Je le suivis de l’autre côté des potences. Sur le sol étaient entassés les vêtements des condamnés, répartis en petits paquets par les soldats. Le centurion ramassa leur gourde et me la tendit. Pour ne pas l’offenser, je bus une gorgée de ce vin aigre distribué dans les légions. Il but à son tour, rota et dit :

— Buvons, c’est ce que nous avons de mieux à faire ! Heureusement que mon service se termine à la tombée de la nuit ! C’est la veille du sabbat et les Juifs n’ont pas l’habitude de laisser les cadavres sur la croix durant la nuit. Tout Jérusalem n’est qu’un nœud de vipères sifflantes, poursuivit-il. Plus je connais les gens de ce pays, plus je suis convaincu que les meilleurs d’entre eux sont ceux qui sont morts. Pour cette raison, il n’est pas si mal qu’ils puissent voir la veille de leur fête des épouvantails cloués sur des planches au bord du chemin. Ils apprennent ainsi qu’il est dangereux de faire du désordre ou de tuer sans réfléchir des étrangers confiants.

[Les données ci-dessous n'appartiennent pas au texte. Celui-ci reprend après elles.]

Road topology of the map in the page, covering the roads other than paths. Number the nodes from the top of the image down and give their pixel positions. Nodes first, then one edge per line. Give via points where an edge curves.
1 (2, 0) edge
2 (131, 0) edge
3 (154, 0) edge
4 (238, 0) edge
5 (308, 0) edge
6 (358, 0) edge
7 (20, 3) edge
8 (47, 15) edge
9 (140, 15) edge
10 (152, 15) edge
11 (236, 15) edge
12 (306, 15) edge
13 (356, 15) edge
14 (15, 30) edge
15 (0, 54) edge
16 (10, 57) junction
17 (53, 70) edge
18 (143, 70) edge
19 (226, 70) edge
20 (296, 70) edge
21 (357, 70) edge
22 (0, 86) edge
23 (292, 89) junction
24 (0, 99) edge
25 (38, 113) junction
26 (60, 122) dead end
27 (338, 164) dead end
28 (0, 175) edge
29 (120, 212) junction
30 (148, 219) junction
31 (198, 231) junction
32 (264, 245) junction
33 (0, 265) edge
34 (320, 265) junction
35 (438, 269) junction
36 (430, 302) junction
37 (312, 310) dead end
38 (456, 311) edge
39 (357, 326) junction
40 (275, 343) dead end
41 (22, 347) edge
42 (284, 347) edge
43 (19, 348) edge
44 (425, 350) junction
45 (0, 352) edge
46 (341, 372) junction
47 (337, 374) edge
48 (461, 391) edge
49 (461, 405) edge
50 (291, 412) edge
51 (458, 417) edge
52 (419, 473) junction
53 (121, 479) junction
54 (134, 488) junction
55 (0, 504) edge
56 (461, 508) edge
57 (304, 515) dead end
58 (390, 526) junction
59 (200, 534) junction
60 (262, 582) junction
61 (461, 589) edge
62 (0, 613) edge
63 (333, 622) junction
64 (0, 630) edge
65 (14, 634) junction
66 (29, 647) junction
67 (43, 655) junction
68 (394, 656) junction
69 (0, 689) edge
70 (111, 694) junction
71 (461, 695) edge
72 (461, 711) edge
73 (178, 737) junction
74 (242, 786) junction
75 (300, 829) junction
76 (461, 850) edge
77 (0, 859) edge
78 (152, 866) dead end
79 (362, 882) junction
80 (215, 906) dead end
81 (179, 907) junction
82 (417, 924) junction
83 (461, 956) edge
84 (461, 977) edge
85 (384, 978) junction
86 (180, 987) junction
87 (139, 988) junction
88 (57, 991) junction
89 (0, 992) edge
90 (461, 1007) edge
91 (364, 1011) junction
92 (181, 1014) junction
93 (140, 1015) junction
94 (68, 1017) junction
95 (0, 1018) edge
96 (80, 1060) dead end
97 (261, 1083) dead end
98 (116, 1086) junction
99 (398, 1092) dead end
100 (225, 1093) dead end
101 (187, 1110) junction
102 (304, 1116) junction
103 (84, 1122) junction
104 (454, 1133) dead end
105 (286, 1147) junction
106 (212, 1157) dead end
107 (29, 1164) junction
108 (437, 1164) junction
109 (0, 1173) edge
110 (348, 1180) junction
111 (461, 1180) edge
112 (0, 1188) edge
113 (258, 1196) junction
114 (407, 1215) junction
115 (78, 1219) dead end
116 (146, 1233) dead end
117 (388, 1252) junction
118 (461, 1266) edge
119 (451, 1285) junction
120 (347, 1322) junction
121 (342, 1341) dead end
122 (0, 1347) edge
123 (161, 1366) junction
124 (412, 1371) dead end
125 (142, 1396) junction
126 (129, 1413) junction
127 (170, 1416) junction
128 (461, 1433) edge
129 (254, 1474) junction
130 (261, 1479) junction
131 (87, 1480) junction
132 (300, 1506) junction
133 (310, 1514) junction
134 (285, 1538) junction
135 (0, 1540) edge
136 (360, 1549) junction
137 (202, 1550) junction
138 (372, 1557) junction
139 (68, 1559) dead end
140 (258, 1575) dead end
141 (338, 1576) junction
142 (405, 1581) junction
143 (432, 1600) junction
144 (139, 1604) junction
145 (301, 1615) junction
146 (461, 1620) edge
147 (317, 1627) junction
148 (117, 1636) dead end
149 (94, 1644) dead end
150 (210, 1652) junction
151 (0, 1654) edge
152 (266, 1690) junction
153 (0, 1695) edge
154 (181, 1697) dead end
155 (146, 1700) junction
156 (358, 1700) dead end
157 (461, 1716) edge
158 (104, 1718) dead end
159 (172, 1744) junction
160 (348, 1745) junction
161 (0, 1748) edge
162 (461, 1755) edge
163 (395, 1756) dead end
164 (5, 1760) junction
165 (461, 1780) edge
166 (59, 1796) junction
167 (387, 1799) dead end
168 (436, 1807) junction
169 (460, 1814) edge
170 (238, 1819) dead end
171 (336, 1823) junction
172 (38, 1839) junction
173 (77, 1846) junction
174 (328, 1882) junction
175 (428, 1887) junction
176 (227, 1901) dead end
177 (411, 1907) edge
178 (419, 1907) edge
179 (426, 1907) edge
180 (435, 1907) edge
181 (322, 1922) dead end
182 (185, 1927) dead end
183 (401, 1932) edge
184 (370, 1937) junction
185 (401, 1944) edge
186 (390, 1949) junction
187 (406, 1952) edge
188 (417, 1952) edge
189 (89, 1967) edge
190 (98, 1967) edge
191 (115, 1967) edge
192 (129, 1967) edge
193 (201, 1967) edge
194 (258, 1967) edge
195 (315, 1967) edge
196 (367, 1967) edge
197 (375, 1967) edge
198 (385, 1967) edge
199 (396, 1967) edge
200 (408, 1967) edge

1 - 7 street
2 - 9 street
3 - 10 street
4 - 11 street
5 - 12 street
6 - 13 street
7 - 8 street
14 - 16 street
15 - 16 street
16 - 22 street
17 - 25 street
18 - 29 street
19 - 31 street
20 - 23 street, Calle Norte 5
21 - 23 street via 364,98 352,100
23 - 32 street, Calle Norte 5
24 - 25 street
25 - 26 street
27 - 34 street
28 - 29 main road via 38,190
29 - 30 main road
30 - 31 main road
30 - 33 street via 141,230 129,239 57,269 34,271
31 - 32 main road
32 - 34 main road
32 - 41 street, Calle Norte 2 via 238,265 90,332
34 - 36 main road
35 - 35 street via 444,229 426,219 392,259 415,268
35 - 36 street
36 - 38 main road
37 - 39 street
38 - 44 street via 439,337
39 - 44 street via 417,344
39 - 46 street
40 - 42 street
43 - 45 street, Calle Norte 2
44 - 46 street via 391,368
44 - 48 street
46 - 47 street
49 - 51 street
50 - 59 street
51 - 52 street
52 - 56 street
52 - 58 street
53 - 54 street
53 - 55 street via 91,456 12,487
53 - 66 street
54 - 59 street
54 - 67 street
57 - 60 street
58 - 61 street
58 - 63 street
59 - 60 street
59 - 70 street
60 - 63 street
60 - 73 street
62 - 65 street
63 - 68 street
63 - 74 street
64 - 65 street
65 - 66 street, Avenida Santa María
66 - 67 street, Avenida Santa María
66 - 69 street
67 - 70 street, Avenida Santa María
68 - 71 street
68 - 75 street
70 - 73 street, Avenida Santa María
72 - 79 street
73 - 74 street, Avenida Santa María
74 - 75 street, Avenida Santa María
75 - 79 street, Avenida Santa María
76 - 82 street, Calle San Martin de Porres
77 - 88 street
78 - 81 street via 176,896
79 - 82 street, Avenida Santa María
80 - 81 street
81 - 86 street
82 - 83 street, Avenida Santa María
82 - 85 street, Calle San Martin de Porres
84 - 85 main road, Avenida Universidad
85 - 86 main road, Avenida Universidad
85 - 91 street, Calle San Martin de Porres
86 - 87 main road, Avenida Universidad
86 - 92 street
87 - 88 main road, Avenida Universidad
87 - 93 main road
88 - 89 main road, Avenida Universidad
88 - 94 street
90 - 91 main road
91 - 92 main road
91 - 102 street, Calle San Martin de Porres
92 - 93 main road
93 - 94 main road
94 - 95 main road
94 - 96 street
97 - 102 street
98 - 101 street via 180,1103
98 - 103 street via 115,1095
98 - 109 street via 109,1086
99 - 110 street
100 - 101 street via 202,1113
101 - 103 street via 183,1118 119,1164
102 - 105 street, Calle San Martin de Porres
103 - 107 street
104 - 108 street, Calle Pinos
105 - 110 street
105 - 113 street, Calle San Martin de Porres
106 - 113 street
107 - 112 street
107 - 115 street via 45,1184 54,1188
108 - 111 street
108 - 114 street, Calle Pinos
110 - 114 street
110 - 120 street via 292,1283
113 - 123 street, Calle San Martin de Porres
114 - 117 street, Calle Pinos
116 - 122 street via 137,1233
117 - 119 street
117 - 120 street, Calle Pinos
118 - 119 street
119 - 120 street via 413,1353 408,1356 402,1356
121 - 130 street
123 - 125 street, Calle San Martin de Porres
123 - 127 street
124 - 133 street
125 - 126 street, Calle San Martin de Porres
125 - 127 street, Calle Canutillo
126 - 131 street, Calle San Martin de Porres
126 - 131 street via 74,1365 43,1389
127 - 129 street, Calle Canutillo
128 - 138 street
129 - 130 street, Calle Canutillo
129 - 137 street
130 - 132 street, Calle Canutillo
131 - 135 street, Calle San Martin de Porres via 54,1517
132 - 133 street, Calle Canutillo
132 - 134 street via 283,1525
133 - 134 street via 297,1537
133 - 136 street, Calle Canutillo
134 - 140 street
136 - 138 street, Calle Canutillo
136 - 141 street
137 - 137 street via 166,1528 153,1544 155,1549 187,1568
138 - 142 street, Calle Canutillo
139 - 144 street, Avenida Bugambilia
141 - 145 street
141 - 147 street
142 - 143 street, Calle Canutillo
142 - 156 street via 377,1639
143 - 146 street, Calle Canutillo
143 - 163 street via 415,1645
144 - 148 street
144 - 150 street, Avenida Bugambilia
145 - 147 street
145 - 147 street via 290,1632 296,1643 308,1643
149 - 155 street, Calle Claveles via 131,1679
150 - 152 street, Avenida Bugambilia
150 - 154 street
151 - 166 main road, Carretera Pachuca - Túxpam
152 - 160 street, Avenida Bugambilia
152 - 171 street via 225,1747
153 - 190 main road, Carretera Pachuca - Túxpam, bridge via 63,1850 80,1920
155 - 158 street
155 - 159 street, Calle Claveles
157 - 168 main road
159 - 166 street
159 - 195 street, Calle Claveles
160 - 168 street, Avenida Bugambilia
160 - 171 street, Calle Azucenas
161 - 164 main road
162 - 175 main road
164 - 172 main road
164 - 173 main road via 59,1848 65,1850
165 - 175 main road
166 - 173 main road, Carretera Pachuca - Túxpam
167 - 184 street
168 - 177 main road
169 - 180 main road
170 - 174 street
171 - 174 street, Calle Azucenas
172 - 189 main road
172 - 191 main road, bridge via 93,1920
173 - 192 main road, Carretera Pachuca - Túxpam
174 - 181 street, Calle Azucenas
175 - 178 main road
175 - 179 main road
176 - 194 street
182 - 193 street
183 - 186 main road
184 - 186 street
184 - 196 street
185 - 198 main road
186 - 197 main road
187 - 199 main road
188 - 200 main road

Mais celui-ci est innocent, c’est un prophète !

Le ciel était toujours sombre. Il s’éclairait parfois, prenant une couleur rougeâtre, pour bientôt s’obscurcir à nouveau. L’air étouffant rendait la respiration malaisée.

— On dirait que le vent du désert a soulevé un nuage de sable vers l’est, dit le centurion en levant la tête. Mais je n’avais jamais vu un nuage aussi sombre ! Si j’étais Juif, je penserais que le soleil s’est voilé la face et que le ciel pleure la mort du fils de Dieu, puisque Jésus disait être fils de Dieu et que, pour cette raison, il doit souffrir une mort si terrible.

Il ne me traitait pas avec un respect démesuré et, profitant du fait que nous étions si peu éclairés, il inspectait d’un œil scrutateur mon visage et ma présentation, essayant de se faire une opinion à mon sujet. Il voulut rire, mais le rire se figea sur ses lèvres et il leva les yeux au ciel une nouvelle fois.

— Les animaux eux-mêmes sont pleins d’inquiétude, dit-il. Les chiens et les renards, pris de démence, fuient vers les hauteurs et les chameaux ont piétiné tout le jour devant la porte, refusant avec obstination de pénétrer dans la cité. C’est un mauvais jour pour la ville.

— Un mauvais jour pour le monde entier, ajoutai-je, le cœur étreint par un angoissant pressentiment.

Le centurion sursauta en entendant ces mots qu’il balaya d’un geste, disant comme pour se défendre :

— Vraiment, c’est une affaire purement juive, elle ne concerne nullement les Romains. Le gouverneur s’est refusé à la juger, il l’aurait mis en liberté mais la populace a crié d’une seule voix : « Crucifie-le ! Crucifie-le ! » Le Sanhédrin a menacé d’en appeler à l’empereur lui-même, accusant le gouverneur de protéger un agitateur. Alors, ce dernier s’est lavé les mains afin de se purifier du sang innocent, tandis que les Juifs hurlaient, jurant qu’ils répondraient eux-mêmes du sang du prophète.